[英]Issue with extracting data from a javascript structure on a website using beautiful soup in Python
I am trying to scrape data from a website which uses Javascript structure to load the data. 我正在尝试从使用Javascript结构加载数据的网站上抓取数据。 I used solution to this question Issue with html tags while scraping data using beautiful soup to accomplish that.
我使用html标签解决了这个问题,同时使用漂亮的汤来抓取数据来完成此任务。 After, getting the JSON data dictionary I iterated over it to successfully get the device name and price data.
之后,获取JSON数据字典,然后对其进行迭代以成功获取设备名称和价格数据。
Code mentioned in the solution of above mentioned question is actually extracting data from a window having device name and price with its attribute mentioned in code as window.rates
. 上述问题的解决方案中提到的代码实际上是从具有设备名称和价格的窗口中提取数据,其属性在代码中称为
window.rates
。
Problem: If you look at the structure of website, there are 3 parts in it. 问题:如果您查看网站的结构,其中包含三个部分。
I want to extract data from the third part as I want all 4 fields(Plan name, device name, price, monthly price) . 我想从第三部分提取数据,因为我想要所有4个字段(计划名称,设备名称,价格,月度价格) 。 I am able to scrape data from 1st & 2nd part using solution to above mentioned question though.
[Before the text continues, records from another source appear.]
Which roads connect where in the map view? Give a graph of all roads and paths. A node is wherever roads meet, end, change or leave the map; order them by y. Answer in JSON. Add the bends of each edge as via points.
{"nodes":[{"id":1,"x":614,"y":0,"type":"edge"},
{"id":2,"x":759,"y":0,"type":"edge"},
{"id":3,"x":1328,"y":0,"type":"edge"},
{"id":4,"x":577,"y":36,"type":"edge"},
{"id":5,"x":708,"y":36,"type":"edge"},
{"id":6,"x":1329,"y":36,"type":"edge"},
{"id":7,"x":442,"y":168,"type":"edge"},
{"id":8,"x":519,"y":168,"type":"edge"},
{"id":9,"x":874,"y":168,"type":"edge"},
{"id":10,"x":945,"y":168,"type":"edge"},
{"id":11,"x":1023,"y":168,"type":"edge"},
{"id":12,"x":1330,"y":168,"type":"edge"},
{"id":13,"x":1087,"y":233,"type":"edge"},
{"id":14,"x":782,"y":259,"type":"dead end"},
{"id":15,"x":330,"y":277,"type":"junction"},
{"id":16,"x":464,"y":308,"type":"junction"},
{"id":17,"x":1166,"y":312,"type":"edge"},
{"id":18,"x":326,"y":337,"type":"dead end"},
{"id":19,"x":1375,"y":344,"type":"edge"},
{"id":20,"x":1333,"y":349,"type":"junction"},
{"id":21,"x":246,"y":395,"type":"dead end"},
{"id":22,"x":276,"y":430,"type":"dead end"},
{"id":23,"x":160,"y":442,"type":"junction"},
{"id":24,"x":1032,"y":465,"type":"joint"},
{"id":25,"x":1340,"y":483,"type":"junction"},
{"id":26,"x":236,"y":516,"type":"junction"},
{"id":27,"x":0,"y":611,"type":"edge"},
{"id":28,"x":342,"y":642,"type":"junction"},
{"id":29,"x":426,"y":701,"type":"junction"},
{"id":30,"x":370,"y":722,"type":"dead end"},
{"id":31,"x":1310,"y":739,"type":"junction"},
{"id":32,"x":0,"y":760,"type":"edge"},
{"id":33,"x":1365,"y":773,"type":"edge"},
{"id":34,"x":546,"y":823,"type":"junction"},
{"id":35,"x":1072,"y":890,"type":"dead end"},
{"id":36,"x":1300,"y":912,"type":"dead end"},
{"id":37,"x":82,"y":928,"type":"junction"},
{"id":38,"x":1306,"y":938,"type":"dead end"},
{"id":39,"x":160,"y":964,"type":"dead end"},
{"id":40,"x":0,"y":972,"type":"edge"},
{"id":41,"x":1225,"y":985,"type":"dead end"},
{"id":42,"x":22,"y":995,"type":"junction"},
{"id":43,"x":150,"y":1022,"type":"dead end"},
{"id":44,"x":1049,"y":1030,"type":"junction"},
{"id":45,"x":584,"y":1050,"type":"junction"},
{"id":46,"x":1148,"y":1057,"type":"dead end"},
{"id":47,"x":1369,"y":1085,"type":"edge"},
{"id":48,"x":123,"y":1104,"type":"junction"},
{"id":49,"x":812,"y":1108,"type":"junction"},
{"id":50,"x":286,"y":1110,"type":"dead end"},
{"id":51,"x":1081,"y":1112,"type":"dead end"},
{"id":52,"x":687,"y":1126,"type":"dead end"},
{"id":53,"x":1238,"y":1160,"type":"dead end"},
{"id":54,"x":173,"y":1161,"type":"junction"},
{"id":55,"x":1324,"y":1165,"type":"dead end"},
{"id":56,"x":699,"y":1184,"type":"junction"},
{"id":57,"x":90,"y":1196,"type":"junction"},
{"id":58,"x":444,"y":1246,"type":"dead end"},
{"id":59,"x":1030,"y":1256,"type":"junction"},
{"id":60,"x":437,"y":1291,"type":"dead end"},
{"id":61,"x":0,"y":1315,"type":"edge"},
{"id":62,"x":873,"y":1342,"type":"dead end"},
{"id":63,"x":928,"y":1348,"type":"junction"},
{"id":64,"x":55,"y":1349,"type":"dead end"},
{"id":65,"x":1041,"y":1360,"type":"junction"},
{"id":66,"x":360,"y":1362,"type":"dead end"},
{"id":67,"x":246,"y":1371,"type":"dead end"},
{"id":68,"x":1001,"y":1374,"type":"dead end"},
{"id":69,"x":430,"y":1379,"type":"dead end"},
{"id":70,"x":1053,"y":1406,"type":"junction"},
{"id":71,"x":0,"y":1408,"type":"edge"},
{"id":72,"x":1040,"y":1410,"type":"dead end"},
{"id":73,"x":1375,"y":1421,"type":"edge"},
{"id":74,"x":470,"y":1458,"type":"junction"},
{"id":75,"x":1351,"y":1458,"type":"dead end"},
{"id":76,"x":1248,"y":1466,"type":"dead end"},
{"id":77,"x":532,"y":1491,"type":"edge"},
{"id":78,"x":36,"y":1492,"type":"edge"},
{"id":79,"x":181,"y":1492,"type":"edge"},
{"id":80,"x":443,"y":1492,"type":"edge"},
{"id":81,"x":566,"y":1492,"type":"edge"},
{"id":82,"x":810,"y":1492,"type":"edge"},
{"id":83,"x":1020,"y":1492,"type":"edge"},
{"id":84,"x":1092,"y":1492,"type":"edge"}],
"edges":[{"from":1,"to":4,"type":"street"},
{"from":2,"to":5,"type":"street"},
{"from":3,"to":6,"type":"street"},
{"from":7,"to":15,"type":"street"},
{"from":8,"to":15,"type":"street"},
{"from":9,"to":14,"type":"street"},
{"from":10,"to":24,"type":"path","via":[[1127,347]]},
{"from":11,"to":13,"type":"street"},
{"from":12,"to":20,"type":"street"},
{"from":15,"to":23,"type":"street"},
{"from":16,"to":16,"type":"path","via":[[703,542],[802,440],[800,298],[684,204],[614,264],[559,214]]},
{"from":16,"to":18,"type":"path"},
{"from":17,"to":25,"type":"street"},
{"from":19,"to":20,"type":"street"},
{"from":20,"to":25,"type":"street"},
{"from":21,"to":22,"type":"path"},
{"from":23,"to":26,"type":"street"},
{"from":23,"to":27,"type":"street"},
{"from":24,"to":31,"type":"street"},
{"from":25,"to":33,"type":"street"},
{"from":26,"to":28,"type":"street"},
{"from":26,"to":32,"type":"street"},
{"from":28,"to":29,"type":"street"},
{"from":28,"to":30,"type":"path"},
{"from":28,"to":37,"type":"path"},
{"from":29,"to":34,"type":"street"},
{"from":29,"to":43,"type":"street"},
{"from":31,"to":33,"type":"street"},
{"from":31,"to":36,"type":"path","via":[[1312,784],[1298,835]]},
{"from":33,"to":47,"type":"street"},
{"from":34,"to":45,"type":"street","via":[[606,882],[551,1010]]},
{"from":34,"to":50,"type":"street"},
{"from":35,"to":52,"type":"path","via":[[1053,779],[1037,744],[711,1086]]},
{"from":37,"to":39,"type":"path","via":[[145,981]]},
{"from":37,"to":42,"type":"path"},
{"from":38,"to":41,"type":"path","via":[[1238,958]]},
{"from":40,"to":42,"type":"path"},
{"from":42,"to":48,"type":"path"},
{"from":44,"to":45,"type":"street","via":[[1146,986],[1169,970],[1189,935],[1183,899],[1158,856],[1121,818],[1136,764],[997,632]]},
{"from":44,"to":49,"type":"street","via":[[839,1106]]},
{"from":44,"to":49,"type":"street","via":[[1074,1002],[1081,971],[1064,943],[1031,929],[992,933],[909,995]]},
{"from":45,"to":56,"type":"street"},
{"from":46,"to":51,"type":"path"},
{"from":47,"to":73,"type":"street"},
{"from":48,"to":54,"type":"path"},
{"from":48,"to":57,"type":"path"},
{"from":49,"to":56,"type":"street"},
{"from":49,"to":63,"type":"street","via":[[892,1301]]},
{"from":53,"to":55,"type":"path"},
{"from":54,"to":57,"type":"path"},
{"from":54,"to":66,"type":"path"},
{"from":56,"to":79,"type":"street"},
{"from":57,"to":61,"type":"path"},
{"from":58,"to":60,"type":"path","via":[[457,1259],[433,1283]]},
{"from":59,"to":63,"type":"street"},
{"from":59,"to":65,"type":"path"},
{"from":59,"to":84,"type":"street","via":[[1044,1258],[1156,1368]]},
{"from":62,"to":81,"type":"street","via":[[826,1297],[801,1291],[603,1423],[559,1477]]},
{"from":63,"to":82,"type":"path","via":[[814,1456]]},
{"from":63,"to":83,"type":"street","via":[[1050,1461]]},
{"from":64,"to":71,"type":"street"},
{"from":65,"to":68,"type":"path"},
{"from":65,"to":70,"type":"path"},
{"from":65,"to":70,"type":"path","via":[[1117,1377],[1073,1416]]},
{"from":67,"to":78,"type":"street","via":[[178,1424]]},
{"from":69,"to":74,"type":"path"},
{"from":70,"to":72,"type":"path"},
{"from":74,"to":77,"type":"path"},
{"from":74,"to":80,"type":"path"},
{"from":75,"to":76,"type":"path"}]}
我可以使用上述问题的解决方案从第一和第二部分抓取数据。
Now, I am not able to find the javascript which is loading the data in 3rd part , also the attribute(Eg. window.rates for 2nd part) which I will have to use to get the JSON dictionary of data for 3rd part. 现在, 我无法找到正在第3部分中加载数据的javascript ,还有我将不得不用来获取第3部分数据的JSON字典的属性(例如,第2部分的window.rates)。
Also, data in 3rd part of website changes as we scroll the windows in 2nd part. 此外,当我们滚动第二部分中的窗口时,网站第三部分中的数据也会更改。
PS: I tried printing all the scripts running on the page to find out the script which is loading the data in 3rd part but it was not of any help. PS:我尝试打印运行在页面上的所有脚本,以找出正在第3部分中加载数据的脚本,但这没有任何帮助。
Please help me in solving this issue. 请帮助我解决这个问题。
You provided a link to your previous question that mentions the site you're interested in: 您提供了到上一个问题的链接,其中提到了您感兴趣的网站:
http://www.vodafone.de/privat/tarife/red-smartphone-tarife.html http://www.vodafone.de/privat/tarife/red-smartphone-tarife.html
You just have to look at the code. 您只需要看一下代码。
Say you select "Red M" as the plan and "Samsung Galaxy SIII Blau (Blue) / 16 GB. The bottom section will display: 假设您选择“ Red M”作为计划,并选择“ Samsung Galaxy SIII Blau(蓝色)/ 16 GB”,底部将显示:
Einmalzahlung (Onetime Payment) Smartphone: 9.90 Einmalzahlung(一次性付款)智能手机:9.90
Red M 59.99 红色M 59.99
24 x 5 Euro Smartphone-Rabatt -5.00 24 x 5欧元智能手机-拉巴特-5.00
Also one of three 10.00/month discounts are available for being a student, young, or handicapped. 另外,学生,年轻人或残障人士也可享受三个10.00 /月的折扣之一。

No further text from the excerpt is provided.